Record set —
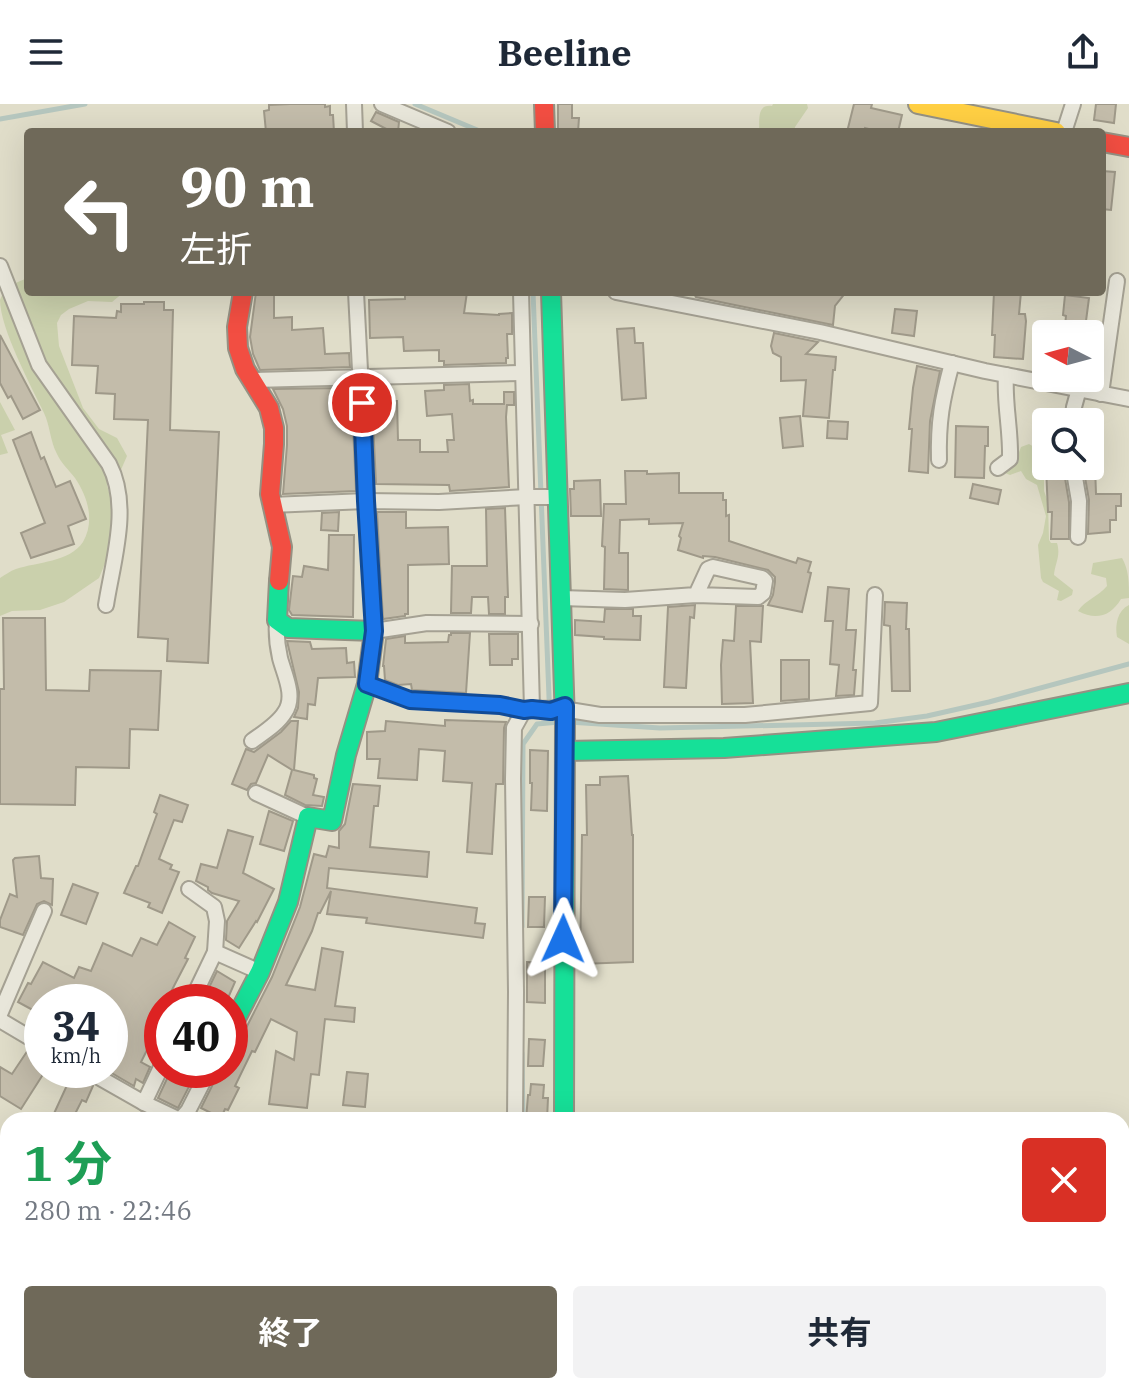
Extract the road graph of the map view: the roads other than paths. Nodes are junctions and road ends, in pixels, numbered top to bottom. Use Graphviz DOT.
graph roads {
  1 [pos="354,104"];
  2 [pos="382,104"];
  3 [pos="544,104"];
  4 [pos="918,104"];
  5 [pos="1073,104"];
  6 [pos="355,128"];
  7 [pos="439,128"];
  8 [pos="545,128"];
  9 [pos="1033,128"];
  10 [pos="1065,128"];
  11 [pos="1106,143"];
  12 [pos="1129,147"];
  13 [pos="0,266"];
  14 [pos="1117,281"];
  15 [pos="242,296"];
  16 [pos="356,296"];
  17 [pos="521,296"];
  18 [pos="551,296"];
  19 [pos="636,296"];
  20 [pos="952,363"];
  21 [pos="522,373"];
  22 [pos="1006,375"];
  23 [pos="361,376"];
  24 [pos="251,380"];
  25 [pos="1032,380"];
  26 [pos="1092,392"];
  27 [pos="1101,394"];
  28 [pos="1129,399"];
  29 [pos="939,460"];
  30 [pos="998,468"];
  31 [pos="1075,480"];
  32 [pos="527,497"];
  33 [pos="559,497"];
  34 [pos="366,501"];
  35 [pos="271,505"];
  36 [pos="1078,537"];
  37 [pos="696,595"];
  38 [pos="875,595"];
  39 [pos="561,598"];
  40 [pos="106,605"];
  41 [pos="277,620"];
  42 [pos="531,624"];
  43 [pos="374,631"];
  44 [pos="367,684"];
  45 [pos="1129,693"];
  46 [pos="564,708"];
  47 [pos="528,709"];
  48 [pos="252,741"];
  49 [pos="565,751"];
  50 [pos="256,793"];
  51 [pos="308,817"];
  52 [pos="189,889"];
  53 [pos="44,911"];
  54 [pos="215,952"];
  55 [pos="260,972"];
  56 [pos="200,984"];
  57 [pos="248,995"];
  58 [pos="0,1014"];
  59 [pos="0,1020"];
  60 [pos="24,1034"];
  61 [pos="118,1088"];
  62 [pos="151,1088"];
  63 [pos="200,1088"];
  64 [pos="144,1103"];
  65 [pos="163,1112"];
  66 [pos="187,1112"];
  67 [pos="515,1112"];
  68 [pos="564,1112"];
  1 -- 6 [label="street"];
  2 -- 7 [label="street"];
  3 -- 8 [label="street"];
  4 -- 9 [label="street"];
  5 -- 10 [label="street"];
  11 -- 12 [label="street"];
  13 -- 40 [label="street"];
  14 -- 27 [label="street"];
  15 -- 24 [label="street"];
  16 -- 23 [label="street"];
  17 -- 21 [label="street"];
  18 -- 33 [label="street"];
  19 -- 20 [label="street"];
  20 -- 22 [label="street"];
  20 -- 29 [label="street"];
  21 -- 23 [label="street"];
  21 -- 32 [label="street"];
  22 -- 25 [label="street"];
  22 -- 30 [label="street"];
  23 -- 24 [label="street"];
  23 -- 34 [label="street"];
  24 -- 35 [label="street"];
  26 -- 27 [label="street"];
  27 -- 28 [label="street"];
  31 -- 36 [label="street"];
  32 -- 33 [label="street"];
  32 -- 34 [label="street"];
  32 -- 42 [label="street"];
  33 -- 39 [label="street"];
  34 -- 35 [label="street"];
  34 -- 43 [label="street"];
  35 -- 41 [label="street"];
  37 -- 39 [label="street"];
  38 -- 46 [label="street"];
  39 -- 46 [label="street"];
  41 -- 43 [label="street"];
  41 -- 48 [label="street"];
  42 -- 43 [label="street"];
  42 -- 47 [label="street"];
  43 -- 44 [label="street"];
  44 -- 47 [label="street"];
  44 -- 51 [label="street"];
  45 -- 49 [label="street"];
  46 -- 47 [label="street"];
  46 -- 49 [label="street"];
  47 -- 67 [label="street"];
  49 -- 68 [label="street"];
  50 -- 51 [label="street"];
  51 -- 55 [label="street"];
  52 -- 54 [label="street"];
  53 -- 58 [label="street"];
  54 -- 55 [label="street"];
  54 -- 56 [label="street"];
  55 -- 57 [label="street"];
  59 -- 60 [label="street"];
  61 -- 64 [label="street"];
  62 -- 64 [label="street"];
  63 -- 66 [label="street"];
  64 -- 65 [label="street"];
}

Exercise prompt — Above are some records; copy each line there that contains "graph".

Your solution —
Extract the road graph of the map view: the roads other than paths. Nodes are junctions and road ends, in pixels, numbered top to bottom. Use Graphviz DOT.
graph roads {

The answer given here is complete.